[Opening MATERIAL PROVIDED section]
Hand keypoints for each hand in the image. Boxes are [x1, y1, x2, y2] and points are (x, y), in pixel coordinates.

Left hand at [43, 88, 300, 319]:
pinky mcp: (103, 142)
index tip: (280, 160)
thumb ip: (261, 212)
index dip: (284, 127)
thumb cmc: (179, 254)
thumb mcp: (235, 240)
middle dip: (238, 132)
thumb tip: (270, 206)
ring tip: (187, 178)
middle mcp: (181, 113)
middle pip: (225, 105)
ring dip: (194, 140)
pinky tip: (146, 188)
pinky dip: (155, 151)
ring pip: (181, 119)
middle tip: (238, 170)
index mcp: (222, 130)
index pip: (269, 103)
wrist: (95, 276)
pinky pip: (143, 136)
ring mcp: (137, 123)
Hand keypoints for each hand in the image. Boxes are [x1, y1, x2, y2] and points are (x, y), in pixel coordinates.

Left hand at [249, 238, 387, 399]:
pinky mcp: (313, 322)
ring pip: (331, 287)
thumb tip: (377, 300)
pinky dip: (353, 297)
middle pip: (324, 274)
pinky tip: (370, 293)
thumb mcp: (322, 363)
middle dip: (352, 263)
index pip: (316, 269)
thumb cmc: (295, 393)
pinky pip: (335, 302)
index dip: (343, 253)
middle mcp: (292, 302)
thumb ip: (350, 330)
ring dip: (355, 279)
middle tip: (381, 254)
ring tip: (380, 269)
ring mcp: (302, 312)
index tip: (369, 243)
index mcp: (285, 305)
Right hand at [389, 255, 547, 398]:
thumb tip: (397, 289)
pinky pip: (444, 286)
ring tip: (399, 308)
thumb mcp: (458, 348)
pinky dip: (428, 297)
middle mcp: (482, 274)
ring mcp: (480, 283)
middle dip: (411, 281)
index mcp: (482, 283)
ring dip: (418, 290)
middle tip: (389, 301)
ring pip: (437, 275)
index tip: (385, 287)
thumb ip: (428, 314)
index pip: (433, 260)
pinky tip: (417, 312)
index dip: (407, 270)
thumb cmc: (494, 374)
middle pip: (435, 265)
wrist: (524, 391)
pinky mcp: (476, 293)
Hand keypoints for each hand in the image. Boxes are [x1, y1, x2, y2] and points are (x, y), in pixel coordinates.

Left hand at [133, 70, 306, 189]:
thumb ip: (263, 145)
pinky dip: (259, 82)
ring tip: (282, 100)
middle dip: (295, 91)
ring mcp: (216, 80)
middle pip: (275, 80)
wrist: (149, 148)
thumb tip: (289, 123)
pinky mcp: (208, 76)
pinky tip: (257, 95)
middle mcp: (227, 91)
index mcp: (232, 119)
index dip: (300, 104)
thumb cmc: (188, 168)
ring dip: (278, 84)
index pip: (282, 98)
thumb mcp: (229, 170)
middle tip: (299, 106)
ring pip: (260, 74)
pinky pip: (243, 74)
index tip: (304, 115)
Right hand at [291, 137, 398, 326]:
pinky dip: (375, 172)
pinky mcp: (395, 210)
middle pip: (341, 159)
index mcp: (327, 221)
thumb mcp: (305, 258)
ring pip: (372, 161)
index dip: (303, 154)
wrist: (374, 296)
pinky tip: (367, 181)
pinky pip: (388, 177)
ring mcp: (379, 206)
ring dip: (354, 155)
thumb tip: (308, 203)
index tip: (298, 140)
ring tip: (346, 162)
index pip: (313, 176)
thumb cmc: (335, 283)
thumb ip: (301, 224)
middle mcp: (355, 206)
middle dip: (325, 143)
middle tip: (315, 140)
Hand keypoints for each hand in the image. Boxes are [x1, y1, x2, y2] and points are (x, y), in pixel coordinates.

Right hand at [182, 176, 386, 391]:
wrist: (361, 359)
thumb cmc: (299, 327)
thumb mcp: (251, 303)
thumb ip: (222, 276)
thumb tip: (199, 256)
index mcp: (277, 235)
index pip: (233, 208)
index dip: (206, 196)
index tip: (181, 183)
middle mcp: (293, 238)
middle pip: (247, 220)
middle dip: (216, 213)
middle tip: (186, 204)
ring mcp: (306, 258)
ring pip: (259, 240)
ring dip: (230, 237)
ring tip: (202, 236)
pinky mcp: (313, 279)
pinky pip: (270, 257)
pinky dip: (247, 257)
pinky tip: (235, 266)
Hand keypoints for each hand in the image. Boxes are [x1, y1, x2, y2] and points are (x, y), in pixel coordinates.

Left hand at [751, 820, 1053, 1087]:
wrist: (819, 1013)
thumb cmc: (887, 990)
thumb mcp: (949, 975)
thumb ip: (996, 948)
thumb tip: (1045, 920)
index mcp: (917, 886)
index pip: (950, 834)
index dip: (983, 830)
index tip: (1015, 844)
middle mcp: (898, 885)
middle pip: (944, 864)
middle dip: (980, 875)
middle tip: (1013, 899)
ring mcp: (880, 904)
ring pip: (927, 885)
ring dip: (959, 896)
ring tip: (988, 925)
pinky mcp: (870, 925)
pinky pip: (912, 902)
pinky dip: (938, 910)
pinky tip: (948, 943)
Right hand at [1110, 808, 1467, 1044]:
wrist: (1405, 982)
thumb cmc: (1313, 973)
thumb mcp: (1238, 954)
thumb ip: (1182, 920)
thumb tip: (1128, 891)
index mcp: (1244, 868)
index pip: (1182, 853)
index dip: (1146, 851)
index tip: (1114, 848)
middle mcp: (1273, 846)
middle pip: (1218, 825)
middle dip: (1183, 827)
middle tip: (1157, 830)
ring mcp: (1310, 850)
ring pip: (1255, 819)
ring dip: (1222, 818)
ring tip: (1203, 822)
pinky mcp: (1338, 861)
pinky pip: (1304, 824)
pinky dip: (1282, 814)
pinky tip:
[Closing MATERIAL PROVIDED section]
REQUIRED WORK:
Only exact copies of the lines from the one containing "index pip: (233, 208)" to the end of the records belong in the answer.

RESPONSE TO THIS TASK:
index pip: (233, 208)
index dip: (206, 196)
index tip: (181, 183)
middle mcp: (293, 238)
middle pip: (247, 220)
middle dip: (216, 213)
middle tip: (186, 204)
ring mcp: (306, 258)
ring pip: (259, 240)
ring dip: (230, 237)
ring tip: (202, 236)
pinky mcp: (313, 279)
pinky pip: (270, 257)
pinky dip: (247, 257)
pinky tip: (235, 266)
Hand keypoints for each hand in the image. Boxes are [x1, y1, x2, y2] and points are (x, y), in pixel coordinates.

Left hand at [751, 820, 1053, 1087]:
wrist: (819, 1013)
thumb cmc: (887, 990)
thumb mcp: (949, 975)
thumb ip: (996, 948)
thumb tip: (1045, 920)
index mcp: (917, 886)
index pip: (950, 834)
index dip: (983, 830)
index tip: (1015, 844)
middle mcp: (898, 885)
middle pip: (944, 864)
middle dip: (980, 875)
middle tip: (1013, 899)
ring mcp: (880, 904)
ring pip: (927, 885)
ring dip: (959, 896)
ring tip: (988, 925)
pinky mcp: (870, 925)
pinky pip: (912, 902)
pinky dip: (938, 910)
pinky tip: (948, 943)
Right hand at [1110, 808, 1467, 1044]:
wrist: (1405, 982)
thumb cmc: (1313, 973)
thumb mcp: (1238, 954)
thumb ip: (1182, 920)
thumb tip: (1128, 891)
index mcp: (1244, 868)
index pip: (1182, 853)
index dip: (1146, 851)
index tip: (1114, 848)
middle mcp: (1273, 846)
middle pip: (1218, 825)
middle dip: (1183, 827)
middle tip: (1157, 830)
ring mcp: (1310, 850)
ring pip: (1255, 819)
ring dip: (1222, 818)
ring tip: (1203, 822)
pinky mcp: (1338, 861)
pinky pip: (1304, 824)
pinky dip: (1282, 814)
pinky tip:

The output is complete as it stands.